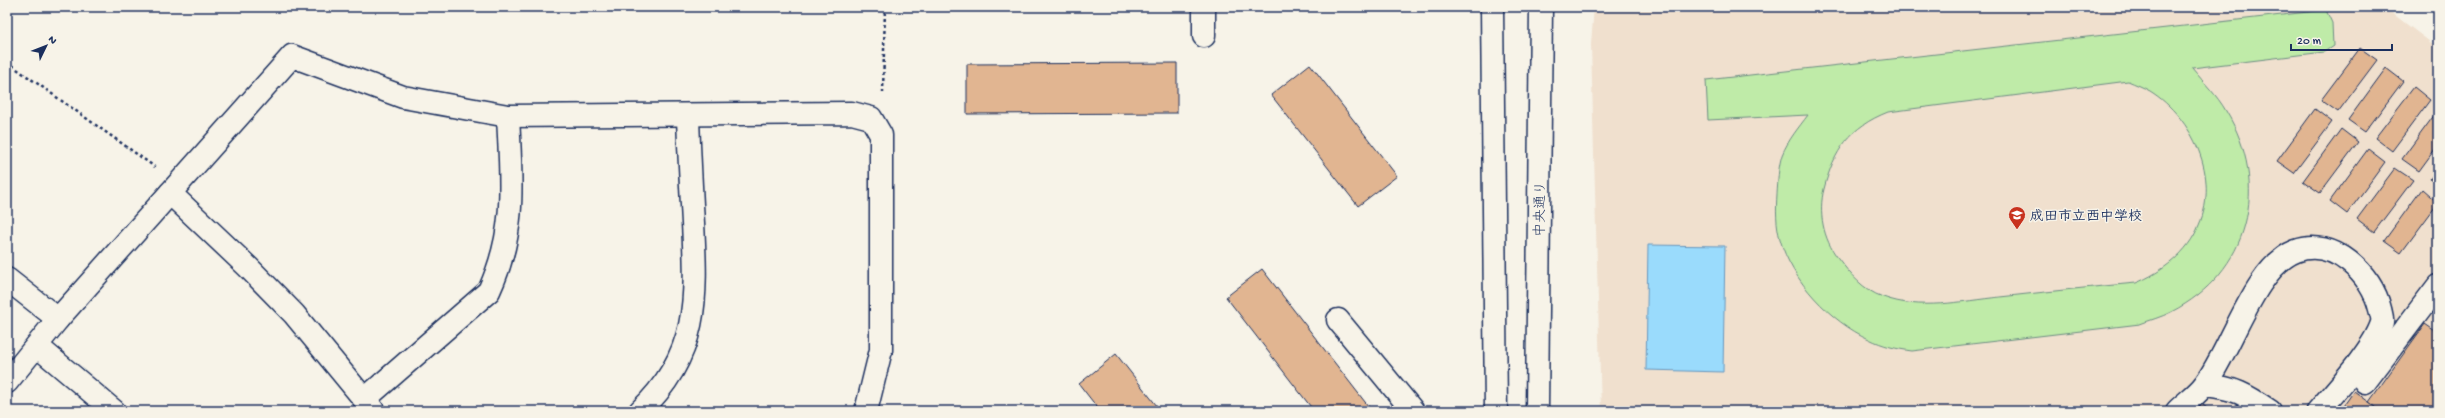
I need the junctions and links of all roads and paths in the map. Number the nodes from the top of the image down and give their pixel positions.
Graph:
1 (885, 7) edge
2 (1204, 7) edge
3 (1492, 7) edge
4 (1541, 7) edge
5 (1204, 36) dead end
6 (7, 62) edge
7 (508, 116) junction
8 (688, 116) junction
9 (882, 136) junction
10 (174, 188) junction
11 (7, 280) edge
12 (2437, 288) edge
13 (58, 319) junction
14 (1338, 320) dead end
15 (37, 346) junction
16 (7, 382) edge
17 (2365, 382) dead end
18 (2205, 384) junction
19 (369, 405) edge
20 (114, 411) edge
21 (640, 411) edge
22 (866, 411) edge
23 (1413, 411) edge
24 (1496, 411) edge
25 (1537, 411) edge
26 (2177, 411) edge
27 (2270, 411) edge
28 (2318, 411) edge

1 - 9 path
2 - 5 street
3 - 24 street
4 - 25 street, 中央通り
6 - 10 path
7 - 8 street
7 - 10 street
7 - 19 street
8 - 9 street
8 - 21 street
9 - 22 street
10 - 13 street
10 - 19 street
11 - 13 street
12 - 17 street
13 - 15 street
14 - 23 street
15 - 16 street
15 - 20 street
18 - 26 street
18 - 27 street
18 - 28 street

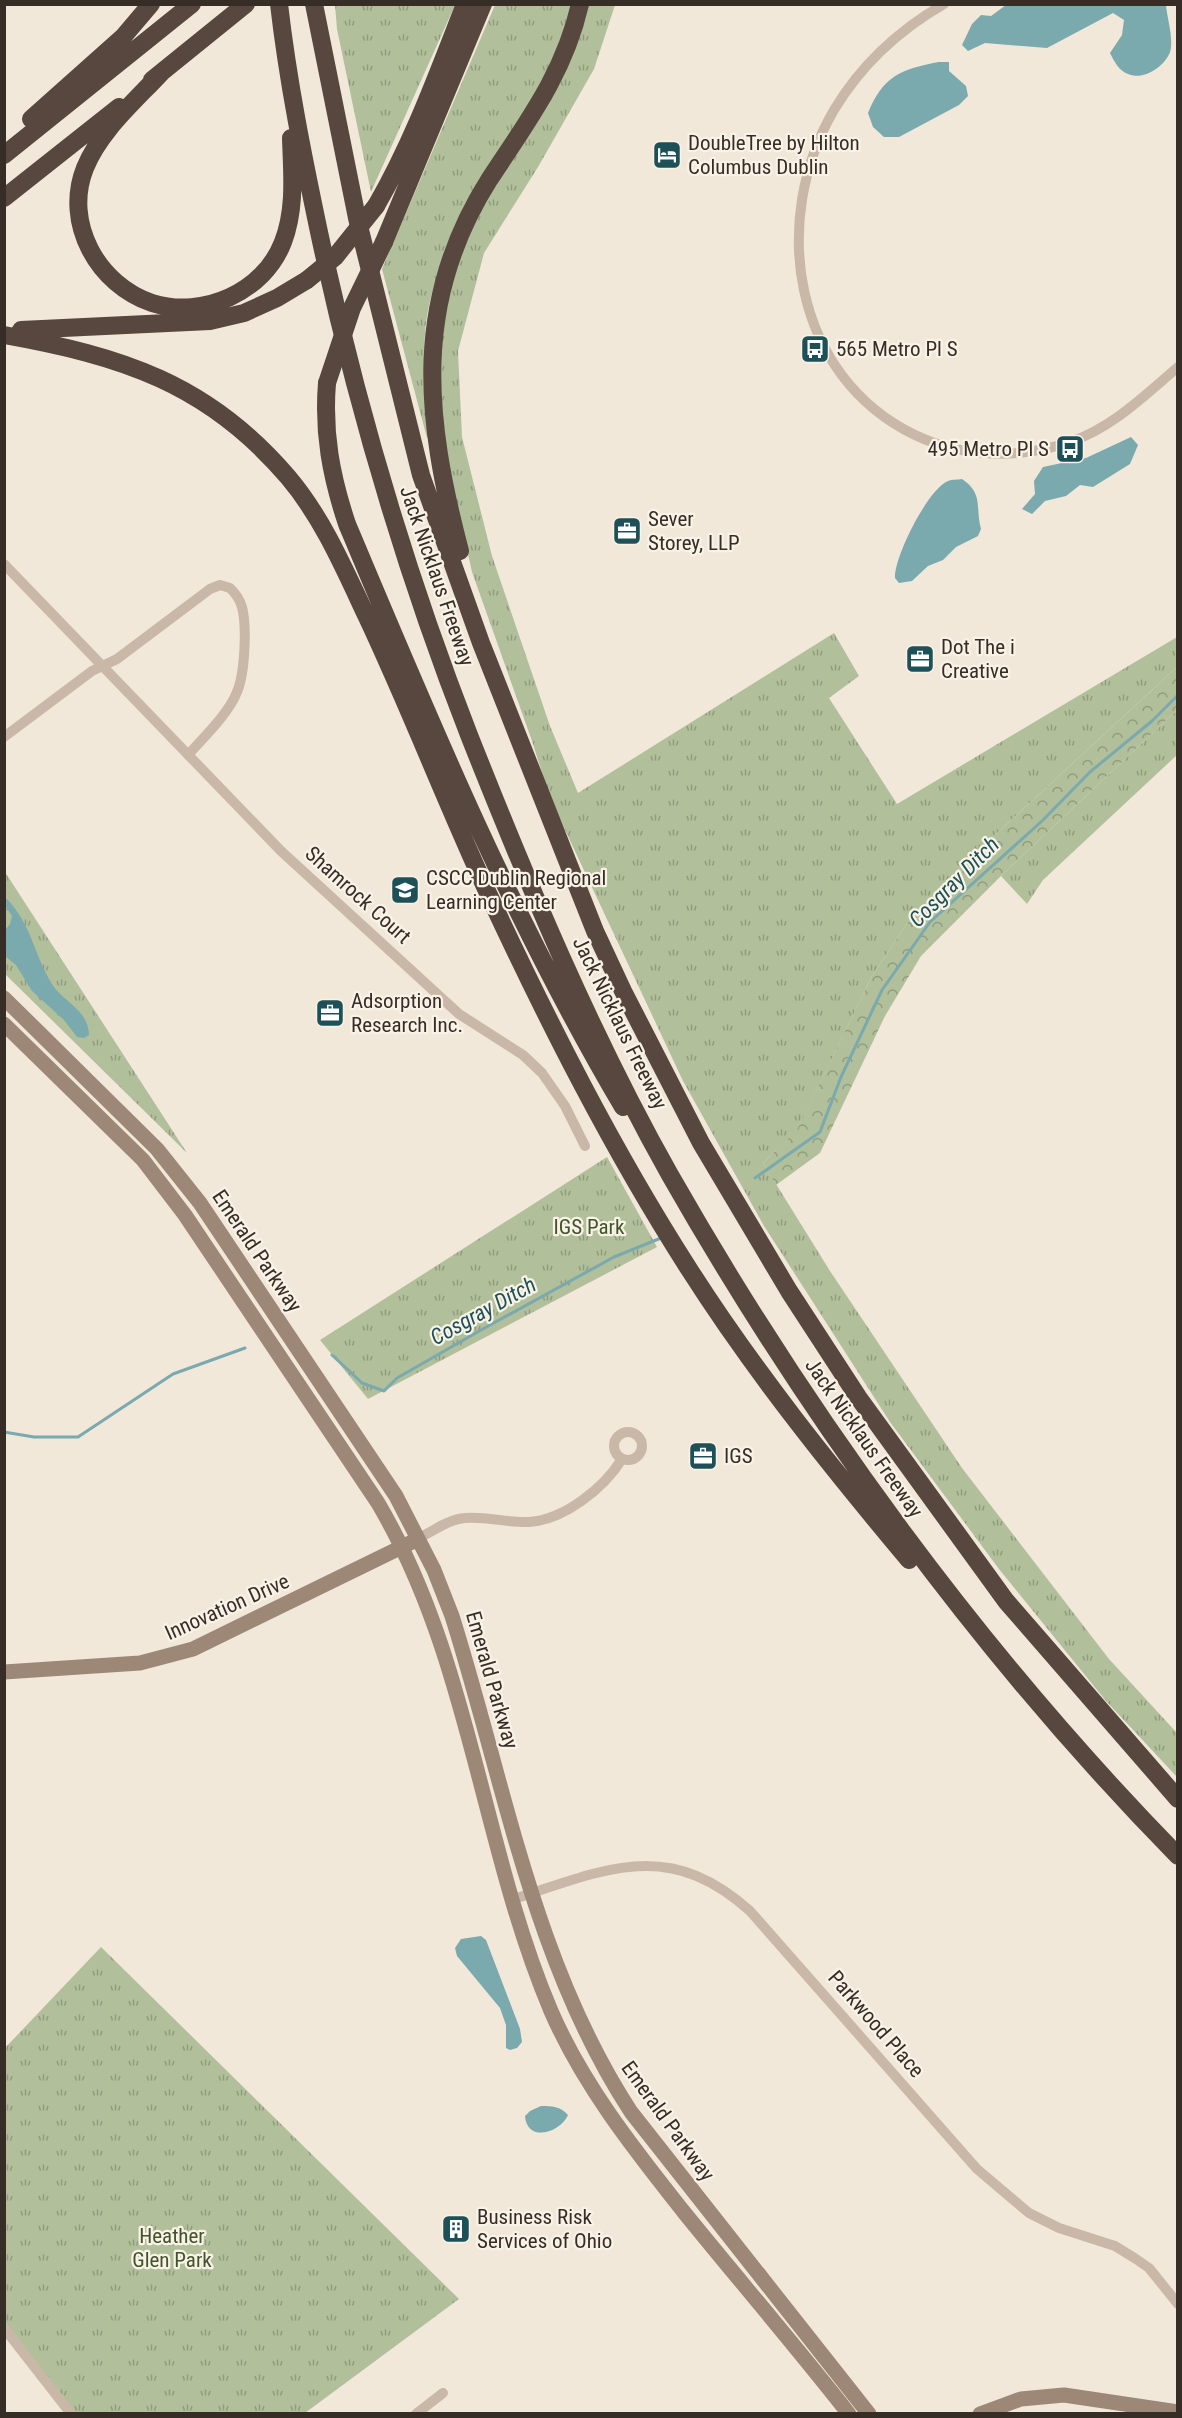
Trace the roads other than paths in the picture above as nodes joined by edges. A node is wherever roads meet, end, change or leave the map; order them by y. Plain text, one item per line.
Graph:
1 (151, 4) edge
2 (192, 4) edge
3 (246, 4) edge
4 (279, 4) edge
5 (314, 4) edge
6 (465, 4) edge
7 (483, 4) edge
8 (580, 4) edge
9 (944, 4) edge
10 (161, 73) junction
11 (289, 88) junction
12 (4, 142) edge
13 (4, 155) edge
14 (4, 198) edge
15 (4, 333) edge
16 (1178, 367) edge
17 (4, 564) edge
18 (489, 664) junction
19 (104, 667) junction
20 (4, 737) edge
21 (188, 754) junction
22 (4, 998) edge
23 (4, 1024) edge
24 (585, 1146) dead end
25 (710, 1242) junction
26 (622, 1459) dead end
27 (419, 1538) junction
28 (403, 1546) junction
29 (4, 1672) edge
30 (1116, 1793) junction
31 (1178, 1799) edge
32 (1178, 1856) edge
33 (531, 1893) junction
34 (514, 1899) junction
35 (1178, 2304) edge
36 (7, 2335) edge
37 (443, 2393) dead end
38 (1178, 2412) edge
39 (71, 2414) edge
40 (416, 2414) edge
41 (849, 2414) edge
42 (869, 2414) edge
43 (980, 2414) edge

1 - 12 highway
2 - 13 highway
3 - 10 highway
4 - 11 highway, Jack Nicklaus Freeway
5 - 18 highway, Jack Nicklaus Freeway
6 - 15 highway, bridge
7 - 25 highway, bridge
8 - 18 highway
9 - 16 street
10 - 11 highway
10 - 14 highway
11 - 25 highway, Jack Nicklaus Freeway
15 - 30 highway
17 - 19 street, Shamrock Court
18 - 31 highway, Jack Nicklaus Freeway
19 - 20 street
19 - 21 street, Shamrock Court
19 - 21 street
21 - 24 street, Shamrock Court
22 - 27 main road, Emerald Parkway
23 - 28 main road, Emerald Parkway
25 - 30 highway, Jack Nicklaus Freeway
26 - 27 street
27 - 28 main road, Innovation Drive
27 - 33 main road, Emerald Parkway
28 - 29 main road, Innovation Drive
28 - 34 main road, Emerald Parkway
30 - 32 highway, Jack Nicklaus Freeway
33 - 34 street, Parkwood Place
33 - 35 street, Parkwood Place
33 - 42 main road, Emerald Parkway
34 - 41 main road, Emerald Parkway
36 - 39 street
37 - 40 street
38 - 43 main road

------------------------------------

**Assignment**. Only a number is wanted here: the count of lines in the data that contain the string "nodes".

**Result of the exercise**. 2